After a week of travel to Europe for work, I am winding down at a restaurant in Stockholm Arlanda Airport for a flight in the morning. I decided to go and have one more nice meal (and some wine to help me sleep). Okay, the wine was for taste, but the sleeping part is an added bonus. During my dinner, I noticed some perfect english beside me (which is rare in Sweden).
After introducing myself, I found out it was a group of people who just finished a week from a Robotics conference discussing papers (one PhD and 2 undergrad). What a fantastic discussion! Especially since I’ve been interetested in robotics since the 2nd grade, and had dreams of going to MIT until high school. During the discussion, I learned their papers were about the “sharing” of information between dissimilar robotics systems with ROS being the only thing in common. One example they gave me was if the police department sends in a robot (for whatever reason), and the fire department arrives and sends in an ariel robot. They want the two different robots to talk to one another.
To clarify in my own terminology, I asked, “So, apart from getting the two talking with different protocols, you are talking about event correlation? To make different data meaningful from a higher perspective between two different systems”. Their eyes widen. I’m not sure if it’s because they were surprised a guy like me knows about “even correlation”, or if they just never thought about it before.
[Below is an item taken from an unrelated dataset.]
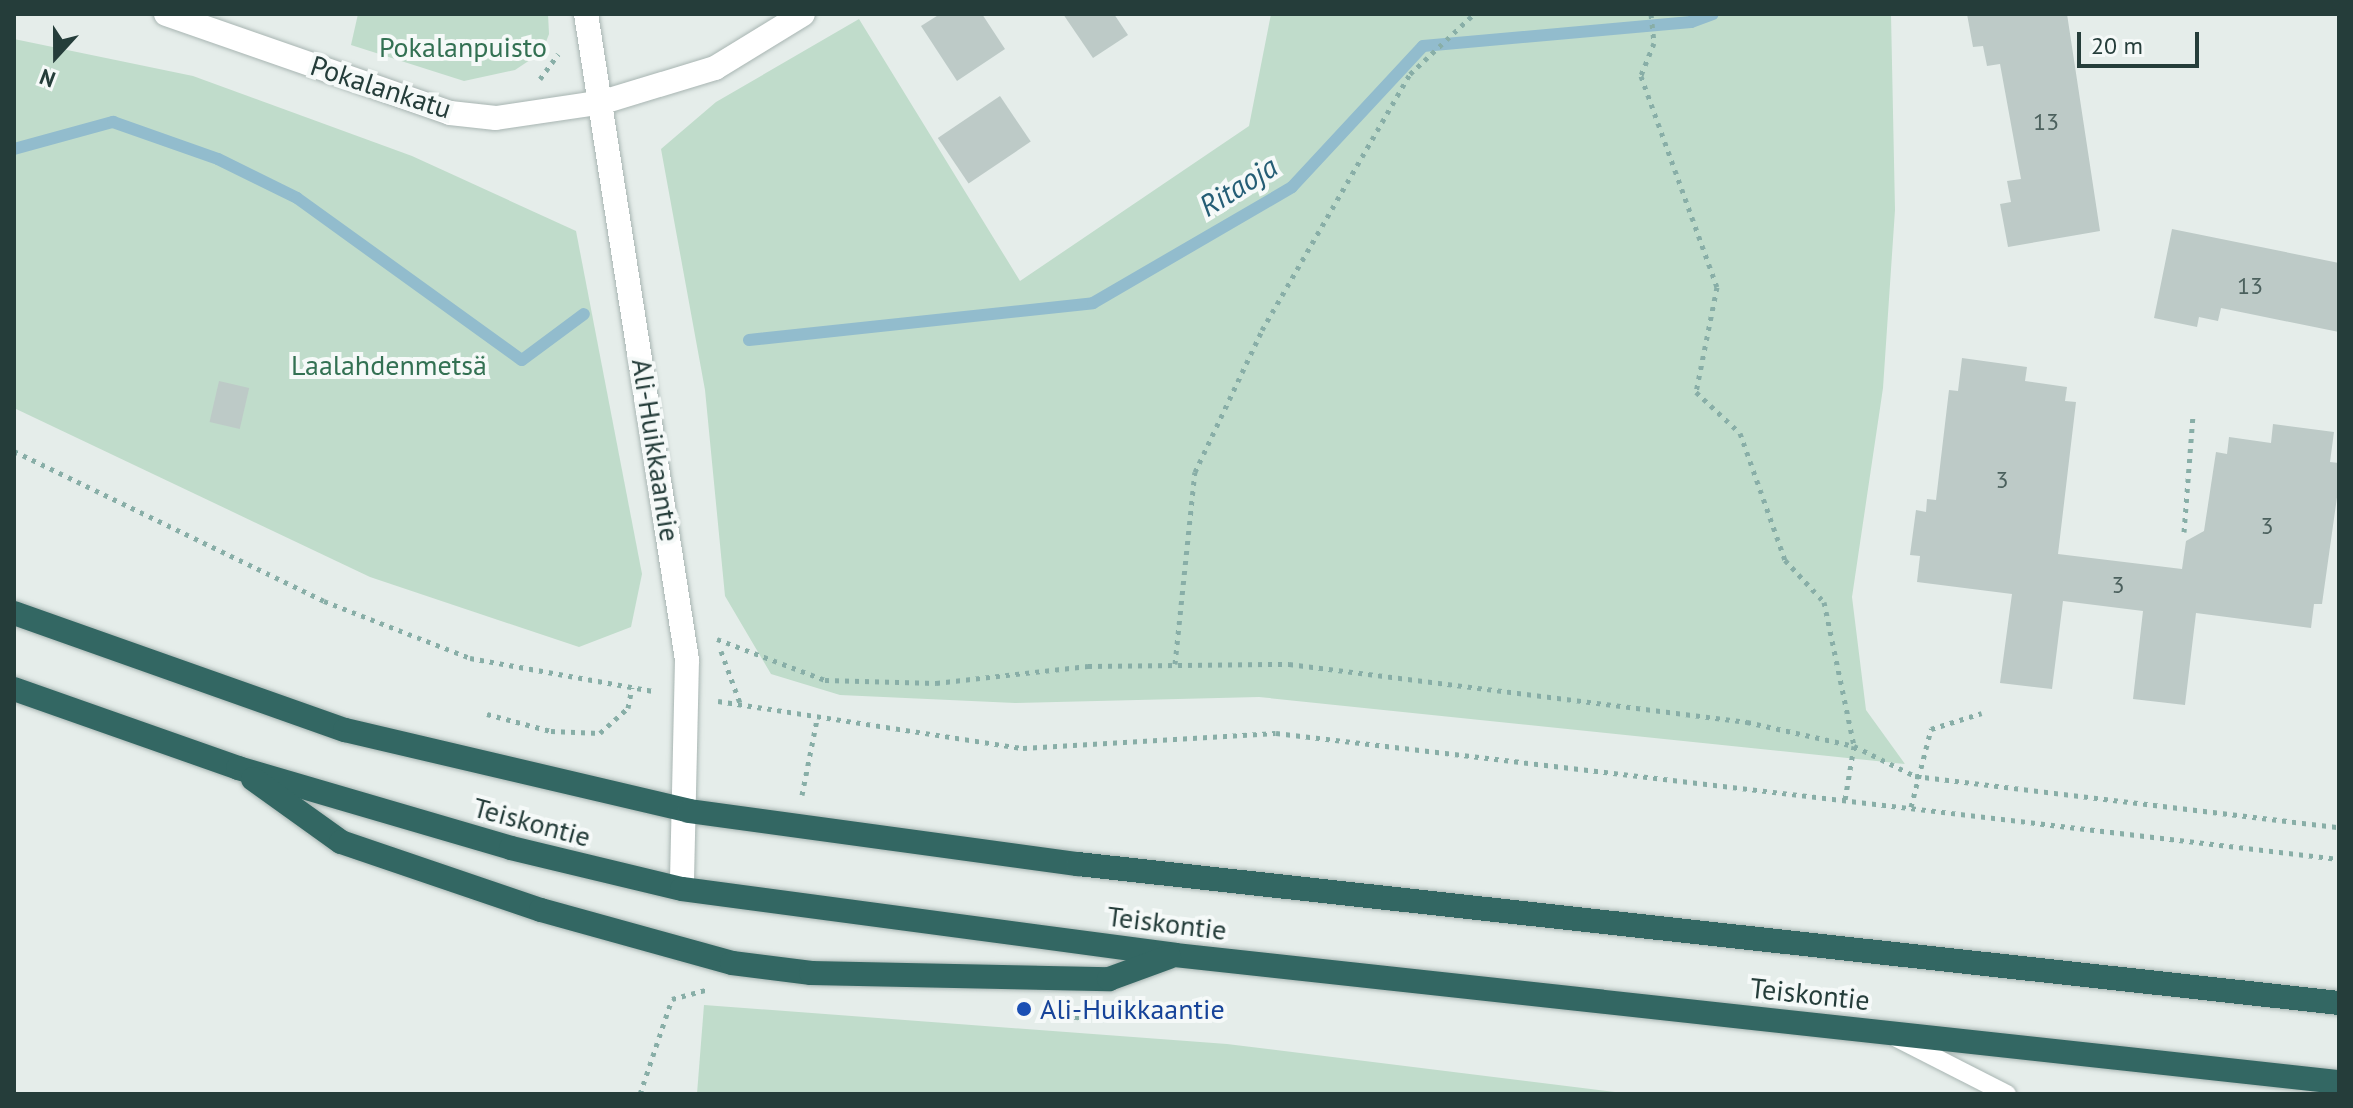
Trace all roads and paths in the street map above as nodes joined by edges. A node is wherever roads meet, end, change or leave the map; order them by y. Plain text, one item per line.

Knowing my intelligence, it’s probably the former rather than the latter.
I’m not sure there is anyone who is NOT an IT Manager or Engineer who doesn’t know about event correlation. I mean, alarms and events are great. But, we want to know about the bigger picture. Just like the human brain, we want systems to talk to each other. For example, out of the box, you might get a network alarm that says “frame error count is high on interface 4/0/3″ and windows alarm that says “network I/O error detected”. Event correlation could kick in saying “Bad network interface on server 4″. Yes, it could be the network interface on the switch, but this is my example, and NOTHING is ever wrong with the network! :) Unless it’s a PowerConnect, then you are on your own.
It’s funny how IT processes and functions can expand to other systems that are not in the TCP/IP stack or “enterprise-grade” devices. Event correlation is a fantastic solution for the larger shops, who has teams of people in different areas, and need to know “near real-time” what the larger issue is. Without event correlation, you could have 2 (or more) teams wasting time troubleshooting the other’s problem.